[Collected data entries]
[Start of section]
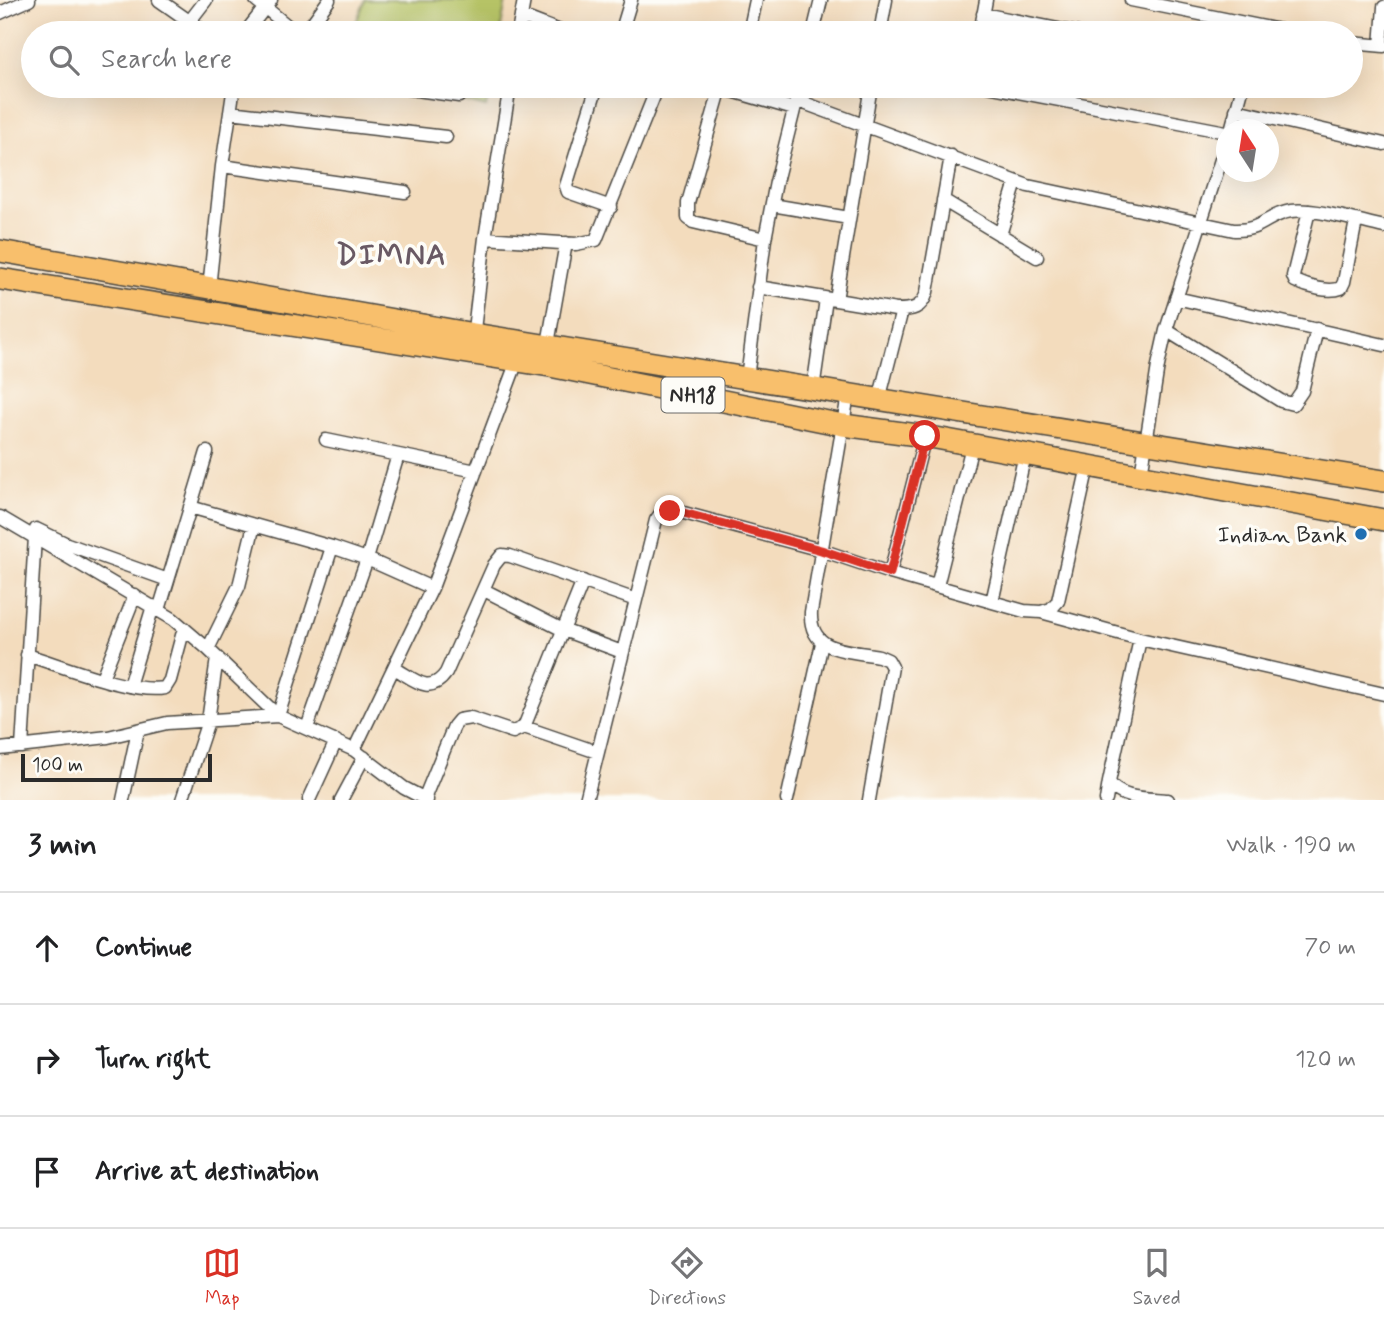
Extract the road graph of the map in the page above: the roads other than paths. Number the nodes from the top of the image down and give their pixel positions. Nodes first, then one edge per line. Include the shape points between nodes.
1 (29, 0) edge
2 (206, 0) edge
3 (329, 0) edge
4 (524, 0) edge
5 (631, 0) edge
6 (756, 0) edge
7 (821, 0) edge
8 (886, 0) edge
9 (986, 0) edge
10 (1131, 0) edge
11 (165, 2) edge
12 (264, 2) edge
13 (1384, 7) edge
14 (0, 13) edge
15 (984, 14) junction
16 (521, 16) junction
17 (188, 21) edge
18 (190, 21) edge
19 (253, 21) edge
20 (284, 21) edge
21 (314, 21) edge
22 (520, 21) edge
23 (534, 21) edge
24 (625, 21) edge
25 (752, 21) edge
26 (816, 21) edge
27 (882, 21) edge
28 (983, 21) edge
29 (1019, 21) edge
30 (1220, 21) edge
31 (1363, 44) edge
32 (1382, 46) edge
33 (232, 98) edge
34 (508, 98) edge
35 (593, 98) edge
36 (652, 98) edge
37 (715, 98) edge
38 (770, 98) edge
39 (797, 98) edge
40 (869, 98) edge
41 (1052, 98) edge
42 (1240, 98) edge
43 (795, 105) junction
44 (1236, 110) junction
45 (230, 112) junction
46 (1233, 119) edge
47 (864, 124) junction
48 (1216, 129) edge
49 (446, 137) dead end
50 (1384, 145) edge
51 (951, 156) junction
52 (222, 166) junction
53 (1216, 177) edge
54 (1016, 182) junction
55 (405, 192) dead end
56 (943, 200) junction
57 (772, 205) junction
58 (611, 207) junction
59 (1309, 211) junction
60 (849, 218) junction
61 (1356, 221) junction
62 (1201, 222) junction
63 (1384, 227) edge
64 (1000, 235) junction
65 (485, 238) junction
66 (765, 239) junction
67 (566, 243) junction
68 (0, 251) edge
69 (1037, 257) dead end
70 (0, 279) edge
71 (209, 288) junction
72 (758, 288) junction
73 (1176, 298) junction
74 (831, 300) junction
75 (902, 310) junction
76 (1166, 330) junction
77 (1317, 330) junction
78 (472, 343) junction
79 (548, 344) junction
80 (1384, 345) edge
81 (517, 361) junction
82 (747, 378) junction
83 (813, 389) junction
84 (848, 395) junction
85 (878, 400) junction
86 (843, 425) junction
87 (925, 436) junction
88 (326, 440) dead end
89 (1147, 443) junction
90 (972, 446) junction
91 (207, 452) dead end
92 (1025, 454) junction
93 (398, 455) junction
94 (1088, 466) junction
95 (476, 471) junction
96 (1141, 475) junction
97 (1384, 481) edge
98 (0, 507) edge
99 (190, 507) junction
100 (0, 517) edge
101 (1384, 520) edge
102 (254, 525) junction
103 (35, 537) junction
104 (332, 547) junction
105 (821, 550) junction
106 (367, 559) junction
107 (890, 573) junction
108 (168, 580) junction
109 (583, 581) junction
110 (937, 586) junction
111 (432, 589) junction
112 (484, 590) junction
113 (135, 595) junction
114 (636, 600) junction
115 (992, 602) junction
116 (156, 608) junction
117 (1041, 612) junction
118 (184, 628) junction
119 (563, 630) junction
120 (1140, 639) junction
121 (822, 643) junction
122 (622, 652) junction
123 (213, 654) junction
124 (27, 655) junction
125 (394, 667) junction
126 (102, 678) junction
127 (129, 686) junction
128 (1384, 694) edge
129 (278, 716) junction
130 (208, 720) junction
131 (524, 727) junction
132 (307, 729) junction
133 (138, 730) junction
134 (336, 741) junction
135 (22, 747) junction
136 (0, 749) edge
137 (597, 752) junction
138 (359, 753) junction
139 (1109, 782) junction
140 (426, 799) edge
141 (123, 800) edge
142 (182, 800) edge
143 (309, 800) edge
144 (341, 800) edge
145 (586, 800) edge
146 (787, 800) edge
147 (869, 800) edge
148 (1106, 800) edge
149 (1168, 800) edge

1 - 14 street
2 - 18 street
3 - 21 street
4 - 16 street
5 - 24 street
6 - 25 street
7 - 26 street
8 - 27 street
9 - 15 street
10 - 30 street
11 - 17 street
12 - 19 street
12 - 20 street
13 - 32 street
15 - 28 street
15 - 29 street
16 - 22 street
16 - 23 street
31 - 32 street
33 - 45 street
34 - 65 street
35 - 58 street via 566,186 568,192
36 - 58 street
37 - 66 street via 688,218
38 - 43 street
39 - 43 street
40 - 47 street
41 - 48 street
42 - 44 street
43 - 47 street
43 - 57 street
44 - 46 street
44 - 50 street
45 - 49 street
45 - 52 street
47 - 51 street
47 - 60 street
51 - 54 street
51 - 56 street
52 - 55 street
52 - 71 street
53 - 62 street
54 - 62 street
54 - 64 street
56 - 64 street
56 - 75 street via 925,300 919,307
57 - 60 street
57 - 66 street
58 - 67 street via 596,240
59 - 61 street
59 - 61 street via 1293,276 1301,284 1341,288
59 - 62 street via 1283,213 1245,230
60 - 74 street
61 - 63 street
62 - 73 street
64 - 69 street
65 - 67 street
65 - 78 street
66 - 72 street
67 - 79 street
68 - 71 highway, NH18
70 - 78 highway, NH18
71 - 78 highway, NH18
72 - 74 street
72 - 82 street
73 - 76 street
73 - 77 street
74 - 75 street
74 - 83 street
75 - 85 street
76 - 77 street via 1293,404 1302,391
76 - 89 street
77 - 80 street
78 - 79 highway, NH18
78 - 81 highway, NH18
79 - 82 highway, NH18
81 - 86 highway, NH18
81 - 95 street
82 - 83 highway, NH18
83 - 84 highway, NH18
84 - 85 highway, NH18
84 - 86 street
85 - 89 highway, NH18
86 - 87 highway, NH18
86 - 105 street
87 - 90 highway, NH18
87 - 107 street
88 - 93 street
89 - 96 street
89 - 97 highway, NH18
90 - 92 highway, NH18
90 - 110 street
91 - 99 street
92 - 94 highway, NH18
92 - 115 street
93 - 95 street
93 - 106 street
94 - 96 highway, NH18
94 - 117 street via 1058,601
95 - 111 street
96 - 101 highway, NH18
98 - 108 street via 67,544
99 - 102 street
99 - 108 street
100 - 103 street
102 - 104 street
102 - 123 street via 239,586
103 - 113 street
103 - 124 street
104 - 106 street
104 - 129 street
105 - 107 street
105 - 114 street via 680,512 661,513
105 - 121 street via 810,626
106 - 111 street
106 - 132 street
107 - 110 street
108 - 116 street
109 - 112 street via 502,555
109 - 114 street
109 - 119 street
110 - 115 street
111 - 125 street
112 - 119 street
112 - 125 street via 439,682 426,685
113 - 116 street
113 - 126 street
114 - 122 street
115 - 117 street
116 - 118 street
116 - 127 street
117 - 120 street
118 - 123 street
118 - 127 street via 165,688
119 - 122 street
119 - 131 street
120 - 128 street
120 - 139 street
121 - 146 street
121 - 147 street via 879,656 891,667
122 - 137 street
123 - 129 street
123 - 130 street
124 - 126 street
124 - 135 street
125 - 138 street
126 - 127 street
129 - 130 street
129 - 132 street
130 - 133 street
130 - 142 street
131 - 137 street
131 - 140 street via 513,732 471,718 459,720
132 - 134 street
133 - 135 street
133 - 141 street
134 - 138 street
134 - 143 street
135 - 136 street
137 - 145 street
138 - 140 street
138 - 144 street
139 - 148 street
139 - 149 street via 1123,794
[End of section]
_EXERCISE REQUIREMENTS_
In how many lines of the data does the word "dead" appear? Respond with the number and nothing more.

_EXPECTED OUTPUT_
5